MMMOCL, which will be operating all metro corridors in the future, has invited bids to undertake a study of the upcoming 30 stations on the two corridors and suggest measures to “maximise the revenue”.
The documents released by the MMMOCL states, “Public transport projects like metro are capital and maintenance intensive, hence will not be financially sustainable only depending on fare box revenues. The Metro Rail Policy adopted by the government of India stipulates the exploitation of various alternate revenue sources and opportunities such as advertising, commercial utilisation of land around metro station premises, transit-oriented developments (ToD), value-captured tax/financing, digital marketing etc.”
DK Sharma, managing director, MMMOCL said, “We are expecting some out of the box ideas to maximise our revenue sources.
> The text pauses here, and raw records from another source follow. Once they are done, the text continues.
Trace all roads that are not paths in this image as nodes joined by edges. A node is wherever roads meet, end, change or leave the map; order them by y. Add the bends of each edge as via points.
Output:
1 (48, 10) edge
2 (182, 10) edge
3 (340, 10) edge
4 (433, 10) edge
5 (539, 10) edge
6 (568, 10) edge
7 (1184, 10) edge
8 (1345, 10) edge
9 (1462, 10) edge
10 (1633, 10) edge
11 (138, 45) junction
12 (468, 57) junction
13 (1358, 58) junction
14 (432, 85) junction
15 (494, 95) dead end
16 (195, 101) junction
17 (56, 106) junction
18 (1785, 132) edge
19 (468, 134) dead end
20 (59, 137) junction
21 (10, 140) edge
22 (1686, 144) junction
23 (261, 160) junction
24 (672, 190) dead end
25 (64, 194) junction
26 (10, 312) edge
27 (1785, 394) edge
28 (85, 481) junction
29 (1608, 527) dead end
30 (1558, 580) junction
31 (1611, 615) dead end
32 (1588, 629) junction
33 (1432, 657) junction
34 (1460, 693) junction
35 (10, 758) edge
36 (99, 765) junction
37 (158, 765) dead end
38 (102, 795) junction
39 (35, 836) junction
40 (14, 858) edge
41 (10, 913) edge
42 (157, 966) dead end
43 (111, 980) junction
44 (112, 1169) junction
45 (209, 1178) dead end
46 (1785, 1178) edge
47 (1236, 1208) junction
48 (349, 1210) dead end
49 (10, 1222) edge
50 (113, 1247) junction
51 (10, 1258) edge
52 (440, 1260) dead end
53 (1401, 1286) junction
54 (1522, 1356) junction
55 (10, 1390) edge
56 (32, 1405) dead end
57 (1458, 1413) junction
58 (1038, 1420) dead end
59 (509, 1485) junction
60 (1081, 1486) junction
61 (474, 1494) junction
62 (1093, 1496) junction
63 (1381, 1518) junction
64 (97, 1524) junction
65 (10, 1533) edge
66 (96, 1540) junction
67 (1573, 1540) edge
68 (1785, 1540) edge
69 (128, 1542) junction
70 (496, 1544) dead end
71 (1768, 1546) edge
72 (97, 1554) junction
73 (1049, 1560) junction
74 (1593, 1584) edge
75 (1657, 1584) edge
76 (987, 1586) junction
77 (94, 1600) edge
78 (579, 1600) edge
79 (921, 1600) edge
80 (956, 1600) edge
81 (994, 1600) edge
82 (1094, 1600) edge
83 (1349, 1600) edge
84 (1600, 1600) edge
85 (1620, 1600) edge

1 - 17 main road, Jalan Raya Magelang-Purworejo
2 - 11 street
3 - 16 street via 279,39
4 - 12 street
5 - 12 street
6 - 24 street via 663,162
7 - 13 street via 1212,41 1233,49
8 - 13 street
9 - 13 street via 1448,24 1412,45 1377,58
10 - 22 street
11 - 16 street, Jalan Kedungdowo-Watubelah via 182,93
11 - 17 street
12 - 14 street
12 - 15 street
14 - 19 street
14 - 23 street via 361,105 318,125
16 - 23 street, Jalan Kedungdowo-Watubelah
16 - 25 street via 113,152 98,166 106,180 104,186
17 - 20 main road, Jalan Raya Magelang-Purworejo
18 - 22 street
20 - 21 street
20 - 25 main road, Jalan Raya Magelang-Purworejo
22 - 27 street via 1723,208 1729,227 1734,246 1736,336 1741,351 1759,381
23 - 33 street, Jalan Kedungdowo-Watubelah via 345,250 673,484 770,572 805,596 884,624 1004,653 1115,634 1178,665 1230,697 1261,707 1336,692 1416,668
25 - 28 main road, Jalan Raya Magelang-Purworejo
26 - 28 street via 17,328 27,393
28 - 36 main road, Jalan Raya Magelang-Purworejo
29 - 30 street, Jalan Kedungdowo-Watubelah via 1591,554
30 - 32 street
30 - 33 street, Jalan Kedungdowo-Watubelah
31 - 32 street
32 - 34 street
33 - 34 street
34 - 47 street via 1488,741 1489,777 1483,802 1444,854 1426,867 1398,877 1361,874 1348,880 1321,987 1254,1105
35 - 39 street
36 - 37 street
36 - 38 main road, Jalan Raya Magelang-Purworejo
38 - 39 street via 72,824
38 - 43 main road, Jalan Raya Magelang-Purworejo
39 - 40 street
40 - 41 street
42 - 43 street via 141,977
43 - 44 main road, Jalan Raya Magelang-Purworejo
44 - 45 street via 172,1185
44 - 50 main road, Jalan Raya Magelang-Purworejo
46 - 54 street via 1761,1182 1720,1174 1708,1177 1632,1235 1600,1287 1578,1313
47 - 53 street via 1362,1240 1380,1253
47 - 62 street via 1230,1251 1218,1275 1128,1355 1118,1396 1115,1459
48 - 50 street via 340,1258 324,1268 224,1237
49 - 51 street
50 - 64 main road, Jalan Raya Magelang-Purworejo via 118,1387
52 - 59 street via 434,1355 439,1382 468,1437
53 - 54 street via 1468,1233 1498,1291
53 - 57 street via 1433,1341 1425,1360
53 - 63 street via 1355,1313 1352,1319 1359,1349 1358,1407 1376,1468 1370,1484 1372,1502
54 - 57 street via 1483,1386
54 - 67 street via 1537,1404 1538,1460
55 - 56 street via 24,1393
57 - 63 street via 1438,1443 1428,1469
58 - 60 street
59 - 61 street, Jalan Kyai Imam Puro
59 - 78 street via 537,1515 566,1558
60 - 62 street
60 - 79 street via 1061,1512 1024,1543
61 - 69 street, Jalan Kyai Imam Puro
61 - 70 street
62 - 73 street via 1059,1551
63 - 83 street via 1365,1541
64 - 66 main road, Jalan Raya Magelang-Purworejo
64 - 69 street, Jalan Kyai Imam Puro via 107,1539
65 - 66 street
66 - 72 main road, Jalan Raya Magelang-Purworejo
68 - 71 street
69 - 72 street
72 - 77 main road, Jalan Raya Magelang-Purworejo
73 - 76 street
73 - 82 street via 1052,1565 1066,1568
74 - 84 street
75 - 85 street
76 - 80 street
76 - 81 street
The consultant will be expected to do a detailed study of all the stations.”
Mumbai’s first metro line (Versova-Ghatkopar) is also reeling under losses since its inception. Last week, Reliance Infrastructure, which owns a major stake in the company, wrote to MMRDA to sell its stakes in the metro company. According to sources, the metro is facing losses worth ₹80 lakh to ₹1 crore each day.
As per a recent study conducted by a consultant appointed by the Mumbai Metro Rail Corporation, metros across India are facing losses owing to various reasons, including sub-optimal monetisation of non-fare revenue options such as commercial space leasing, advertisement space leasing, property development, land monetisation, etc. due to various constraints, including regulatory and contractual restrictions.
Sudeept Maiti, senior manager from the World Resources Institute (WRI) said, “Non-fare revenue becomes crucial for any metro, which is a very high-investment project. Many cities have started exploring ideas around non-fare revenue but have not yet been able to achieve significant revenue shares.”